Baikal saw substantial changes in configuration between its reactivation in 2016, to its participation in the Ukrainian invasion in 2022. Originally, like its sister train Amur, Baikal only had one ChME3-type locomotive to power it and consisted of a total of 8 cars including locomotive. In total, Baikal was 102.4 meters long given that each wagon is made from the standard United Wagon Company Sgmmns 40’ flat car, which is 40 feet long. Its 2016 layout was a cover platform at the front, an anti-aircraft gun car armed with a ZU-23-2, the ChME3-class locomotive, a kitchen and dining car, a sleeper car, a radio station car, a HQ car for command and control, and an electronic warfare jammer car armed with a Kamysh M4K system that could also be used for anti-mine purposes.
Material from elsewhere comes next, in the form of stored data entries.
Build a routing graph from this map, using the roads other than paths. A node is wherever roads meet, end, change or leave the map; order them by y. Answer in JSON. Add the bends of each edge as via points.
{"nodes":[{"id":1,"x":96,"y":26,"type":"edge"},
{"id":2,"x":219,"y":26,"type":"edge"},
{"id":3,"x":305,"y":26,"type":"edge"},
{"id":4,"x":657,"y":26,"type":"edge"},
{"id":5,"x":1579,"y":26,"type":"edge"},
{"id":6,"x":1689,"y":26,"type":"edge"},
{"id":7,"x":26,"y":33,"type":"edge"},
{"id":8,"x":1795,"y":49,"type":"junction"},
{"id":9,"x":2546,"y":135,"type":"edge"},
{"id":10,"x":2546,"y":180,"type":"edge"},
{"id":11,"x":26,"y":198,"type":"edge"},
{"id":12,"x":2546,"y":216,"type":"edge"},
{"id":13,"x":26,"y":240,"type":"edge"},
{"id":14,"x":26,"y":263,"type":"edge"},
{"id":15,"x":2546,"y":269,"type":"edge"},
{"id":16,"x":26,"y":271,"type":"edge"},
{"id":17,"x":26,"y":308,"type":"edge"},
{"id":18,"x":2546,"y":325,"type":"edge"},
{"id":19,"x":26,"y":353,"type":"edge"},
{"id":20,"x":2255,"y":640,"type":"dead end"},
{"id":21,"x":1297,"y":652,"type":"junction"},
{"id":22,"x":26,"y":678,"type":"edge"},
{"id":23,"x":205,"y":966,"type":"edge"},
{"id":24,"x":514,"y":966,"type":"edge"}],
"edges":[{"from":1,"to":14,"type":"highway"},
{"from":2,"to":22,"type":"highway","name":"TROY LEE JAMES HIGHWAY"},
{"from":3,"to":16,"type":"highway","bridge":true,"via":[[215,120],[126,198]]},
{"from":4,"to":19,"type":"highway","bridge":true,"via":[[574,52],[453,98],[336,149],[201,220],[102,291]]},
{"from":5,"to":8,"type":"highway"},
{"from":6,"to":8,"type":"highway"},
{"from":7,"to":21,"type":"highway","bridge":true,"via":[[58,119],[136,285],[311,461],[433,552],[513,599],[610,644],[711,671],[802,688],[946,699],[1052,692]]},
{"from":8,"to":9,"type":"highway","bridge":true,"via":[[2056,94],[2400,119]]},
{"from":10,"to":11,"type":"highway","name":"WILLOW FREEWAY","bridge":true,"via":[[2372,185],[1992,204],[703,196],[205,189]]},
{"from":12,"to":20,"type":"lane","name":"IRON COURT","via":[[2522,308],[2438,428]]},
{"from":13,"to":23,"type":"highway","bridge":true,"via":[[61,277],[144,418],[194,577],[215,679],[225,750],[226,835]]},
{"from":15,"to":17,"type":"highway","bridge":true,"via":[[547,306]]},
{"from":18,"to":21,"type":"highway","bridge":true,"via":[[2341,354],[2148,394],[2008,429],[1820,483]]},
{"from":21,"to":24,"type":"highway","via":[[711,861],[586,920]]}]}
For defence, the anti-air gun car is protected by shields and rolled steel of unknown thickness and both Amur and Baikal utilize heavily on camouflage nets helps reduce the visibility of the armored trains as targets.

By 2022, Baikal was extended from an eight-wagon train to a ten-wagon train. An additional ChME3-type locomotive was added to provide more power to the train and the train was overall, far more symmetrical. Its two locomotives for example, was protected by a corresponding anti-air armored car at the back, each equipped with ZU-23s. Meanwhile, the front of the train representing its 'face' consisted of an open-top armoured car filled with Russian troops, machine gun and AGS-17 grenade launcher emplacements featuring VOG-17 30mm ammunition. Behind the front anti-air car, Baikal has a box car that is assumed to be armed with a covert anti-air missile system. An armored passenger HQ car follows behind said box car which serves as both a compartment for weaponry and the command center for operational activities; firing apertures on the sides allow personnel to engage targets using their personal firearms from within the protected interior. Following said passenger HQ car is a flatbed car for vehicle transportation purposes in the central part of the train. Afterwards, there is an additional open-top armored car before transitioning to the second anti-air car and locomotive. At the end of the train lay another flatbed car for equipment loading purposes. For defence, the entire train carriage is protected by shields and rolled steel of up to 20mm which is further reinforced by sandbags behind wooden panels. To counter mine explosions, the train incorporates platforms loaded with ballast materials like sand-filled bags, rails, and sleepers which act as a safeguard against the effects of mine explosions. Additionally, both Amur and Baikal utilize heavily on camouflage nets to help reduce the visibility of the armored trains as targets. In total, the 2022 configuration made Baikal 131.6 meters long and the list of equipment makes Baikal the most armed of its 'sister' trains.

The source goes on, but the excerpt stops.